_Assignment_
In the entries below, filter for the word "roads" and copy every matching line.

· · ·

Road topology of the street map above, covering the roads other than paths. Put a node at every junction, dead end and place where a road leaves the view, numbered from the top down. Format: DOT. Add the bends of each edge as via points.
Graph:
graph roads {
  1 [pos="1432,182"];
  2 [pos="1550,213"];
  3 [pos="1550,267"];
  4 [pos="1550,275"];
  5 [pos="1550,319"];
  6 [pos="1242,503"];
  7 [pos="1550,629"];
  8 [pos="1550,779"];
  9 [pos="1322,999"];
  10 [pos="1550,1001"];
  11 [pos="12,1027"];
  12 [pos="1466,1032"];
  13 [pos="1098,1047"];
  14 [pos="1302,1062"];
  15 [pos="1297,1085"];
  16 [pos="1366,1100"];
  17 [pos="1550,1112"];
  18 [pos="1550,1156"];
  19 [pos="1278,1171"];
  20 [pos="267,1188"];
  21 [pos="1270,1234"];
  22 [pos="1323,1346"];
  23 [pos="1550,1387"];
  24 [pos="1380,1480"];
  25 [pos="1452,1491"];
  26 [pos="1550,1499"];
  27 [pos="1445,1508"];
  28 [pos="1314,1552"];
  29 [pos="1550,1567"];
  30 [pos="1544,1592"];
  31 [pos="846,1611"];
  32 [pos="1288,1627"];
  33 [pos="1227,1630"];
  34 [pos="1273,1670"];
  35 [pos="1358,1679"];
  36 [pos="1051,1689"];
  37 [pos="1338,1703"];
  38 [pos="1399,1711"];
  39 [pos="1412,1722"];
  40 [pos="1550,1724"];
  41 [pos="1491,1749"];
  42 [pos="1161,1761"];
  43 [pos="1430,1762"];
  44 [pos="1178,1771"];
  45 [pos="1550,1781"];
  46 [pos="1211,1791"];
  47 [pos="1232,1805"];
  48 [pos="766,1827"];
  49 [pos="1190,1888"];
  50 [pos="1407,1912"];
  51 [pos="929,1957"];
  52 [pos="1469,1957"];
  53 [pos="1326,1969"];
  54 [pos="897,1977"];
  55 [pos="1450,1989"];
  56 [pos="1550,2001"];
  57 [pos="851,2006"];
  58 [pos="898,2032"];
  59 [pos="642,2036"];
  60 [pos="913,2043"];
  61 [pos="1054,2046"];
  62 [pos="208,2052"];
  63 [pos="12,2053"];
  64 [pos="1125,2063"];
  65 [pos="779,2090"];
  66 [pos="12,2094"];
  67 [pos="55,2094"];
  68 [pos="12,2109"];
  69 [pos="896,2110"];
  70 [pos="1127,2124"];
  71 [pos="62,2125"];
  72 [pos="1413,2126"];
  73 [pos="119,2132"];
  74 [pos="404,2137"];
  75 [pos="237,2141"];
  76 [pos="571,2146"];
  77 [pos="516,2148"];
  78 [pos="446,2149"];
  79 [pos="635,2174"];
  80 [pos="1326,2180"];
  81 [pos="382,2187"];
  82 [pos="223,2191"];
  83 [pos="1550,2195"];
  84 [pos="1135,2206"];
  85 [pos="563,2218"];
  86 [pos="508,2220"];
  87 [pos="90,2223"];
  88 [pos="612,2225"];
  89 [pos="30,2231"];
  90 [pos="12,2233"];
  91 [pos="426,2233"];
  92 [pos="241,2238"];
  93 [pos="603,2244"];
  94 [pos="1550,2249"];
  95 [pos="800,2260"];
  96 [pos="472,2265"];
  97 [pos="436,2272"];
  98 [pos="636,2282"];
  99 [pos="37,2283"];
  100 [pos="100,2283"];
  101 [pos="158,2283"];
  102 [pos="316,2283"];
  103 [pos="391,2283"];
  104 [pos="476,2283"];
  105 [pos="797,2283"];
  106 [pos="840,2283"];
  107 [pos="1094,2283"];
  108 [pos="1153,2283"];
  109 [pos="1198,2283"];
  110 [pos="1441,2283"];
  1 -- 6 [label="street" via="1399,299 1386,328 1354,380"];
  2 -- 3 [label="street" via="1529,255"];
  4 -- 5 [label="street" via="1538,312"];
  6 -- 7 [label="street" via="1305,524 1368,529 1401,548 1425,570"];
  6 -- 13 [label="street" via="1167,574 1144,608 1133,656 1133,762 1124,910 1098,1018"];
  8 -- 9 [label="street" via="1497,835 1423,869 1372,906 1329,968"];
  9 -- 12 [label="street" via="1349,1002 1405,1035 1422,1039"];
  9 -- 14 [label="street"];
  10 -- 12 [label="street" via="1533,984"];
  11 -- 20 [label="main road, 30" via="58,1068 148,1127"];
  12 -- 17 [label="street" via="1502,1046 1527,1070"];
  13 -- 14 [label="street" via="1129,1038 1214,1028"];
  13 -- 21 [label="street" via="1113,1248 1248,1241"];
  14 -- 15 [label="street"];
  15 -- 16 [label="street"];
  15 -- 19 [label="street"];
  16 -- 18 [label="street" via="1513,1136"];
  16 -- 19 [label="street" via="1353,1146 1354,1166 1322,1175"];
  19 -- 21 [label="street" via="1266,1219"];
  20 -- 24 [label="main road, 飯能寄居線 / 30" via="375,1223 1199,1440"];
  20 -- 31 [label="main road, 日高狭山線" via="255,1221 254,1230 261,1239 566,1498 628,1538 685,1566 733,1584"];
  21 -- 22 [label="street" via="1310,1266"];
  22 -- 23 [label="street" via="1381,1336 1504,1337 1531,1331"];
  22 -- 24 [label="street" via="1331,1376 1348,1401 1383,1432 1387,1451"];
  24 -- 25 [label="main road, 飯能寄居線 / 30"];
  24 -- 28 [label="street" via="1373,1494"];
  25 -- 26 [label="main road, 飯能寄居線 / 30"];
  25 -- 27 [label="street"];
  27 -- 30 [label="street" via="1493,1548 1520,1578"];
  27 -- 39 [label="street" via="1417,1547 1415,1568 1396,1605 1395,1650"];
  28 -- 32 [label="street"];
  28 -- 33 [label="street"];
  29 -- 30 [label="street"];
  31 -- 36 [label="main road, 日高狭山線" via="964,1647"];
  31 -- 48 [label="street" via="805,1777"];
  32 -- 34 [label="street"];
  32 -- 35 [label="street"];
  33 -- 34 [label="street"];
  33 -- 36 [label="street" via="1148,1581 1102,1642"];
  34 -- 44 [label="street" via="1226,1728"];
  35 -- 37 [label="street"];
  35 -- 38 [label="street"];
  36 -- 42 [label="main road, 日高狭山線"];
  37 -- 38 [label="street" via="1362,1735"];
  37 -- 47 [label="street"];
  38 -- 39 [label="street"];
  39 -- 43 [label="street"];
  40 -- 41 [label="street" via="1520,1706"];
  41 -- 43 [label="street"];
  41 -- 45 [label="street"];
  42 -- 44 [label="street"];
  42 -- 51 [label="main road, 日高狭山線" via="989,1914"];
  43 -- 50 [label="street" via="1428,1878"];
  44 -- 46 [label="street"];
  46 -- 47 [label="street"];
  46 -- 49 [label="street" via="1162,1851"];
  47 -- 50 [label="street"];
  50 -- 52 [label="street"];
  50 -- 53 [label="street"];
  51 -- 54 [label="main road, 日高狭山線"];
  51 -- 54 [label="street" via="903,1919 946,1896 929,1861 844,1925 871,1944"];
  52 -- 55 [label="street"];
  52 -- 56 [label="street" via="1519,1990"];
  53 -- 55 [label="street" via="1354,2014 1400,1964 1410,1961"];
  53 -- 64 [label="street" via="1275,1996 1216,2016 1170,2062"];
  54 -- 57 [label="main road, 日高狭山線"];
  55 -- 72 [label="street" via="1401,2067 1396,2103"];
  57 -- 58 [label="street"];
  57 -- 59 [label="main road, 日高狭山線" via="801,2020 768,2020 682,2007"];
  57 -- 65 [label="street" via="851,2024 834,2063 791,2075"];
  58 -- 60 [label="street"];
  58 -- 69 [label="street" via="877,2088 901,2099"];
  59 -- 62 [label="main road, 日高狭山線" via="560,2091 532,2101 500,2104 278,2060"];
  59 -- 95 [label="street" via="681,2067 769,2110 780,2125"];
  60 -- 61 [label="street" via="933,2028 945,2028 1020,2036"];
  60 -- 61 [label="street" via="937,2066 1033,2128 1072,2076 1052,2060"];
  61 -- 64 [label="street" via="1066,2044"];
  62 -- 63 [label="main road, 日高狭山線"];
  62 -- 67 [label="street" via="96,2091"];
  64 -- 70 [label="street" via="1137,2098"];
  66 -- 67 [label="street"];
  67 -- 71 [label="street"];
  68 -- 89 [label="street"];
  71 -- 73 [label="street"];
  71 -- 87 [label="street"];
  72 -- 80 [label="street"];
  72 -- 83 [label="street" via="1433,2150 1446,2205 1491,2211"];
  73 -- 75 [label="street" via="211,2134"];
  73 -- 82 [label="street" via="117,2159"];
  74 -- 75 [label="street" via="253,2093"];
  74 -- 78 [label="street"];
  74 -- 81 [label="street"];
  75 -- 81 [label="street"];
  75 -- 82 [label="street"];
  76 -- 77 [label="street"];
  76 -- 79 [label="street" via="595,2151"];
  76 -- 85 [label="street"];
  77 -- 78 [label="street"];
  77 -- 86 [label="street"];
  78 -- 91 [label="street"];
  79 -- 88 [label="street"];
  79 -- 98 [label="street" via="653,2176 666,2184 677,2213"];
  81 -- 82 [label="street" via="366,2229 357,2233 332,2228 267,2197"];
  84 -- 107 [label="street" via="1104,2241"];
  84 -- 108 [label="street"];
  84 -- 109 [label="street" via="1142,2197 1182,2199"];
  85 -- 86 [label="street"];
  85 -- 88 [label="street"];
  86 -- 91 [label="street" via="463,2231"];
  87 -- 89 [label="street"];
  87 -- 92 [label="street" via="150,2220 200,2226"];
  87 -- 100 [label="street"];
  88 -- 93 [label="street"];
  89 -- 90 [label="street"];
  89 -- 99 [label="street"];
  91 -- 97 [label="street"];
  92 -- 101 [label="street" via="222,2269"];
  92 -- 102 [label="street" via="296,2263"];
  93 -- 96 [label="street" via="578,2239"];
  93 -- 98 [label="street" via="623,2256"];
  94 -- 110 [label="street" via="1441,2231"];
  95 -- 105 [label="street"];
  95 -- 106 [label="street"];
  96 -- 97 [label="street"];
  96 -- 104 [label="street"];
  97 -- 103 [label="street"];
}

· · ·

_Answer area_
Road topology of the street map above, covering the roads other than paths. Put a node at every junction, dead end and place where a road leaves the view, numbered from the top down. Format: DOT. Add the bends of each edge as via points.
graph roads {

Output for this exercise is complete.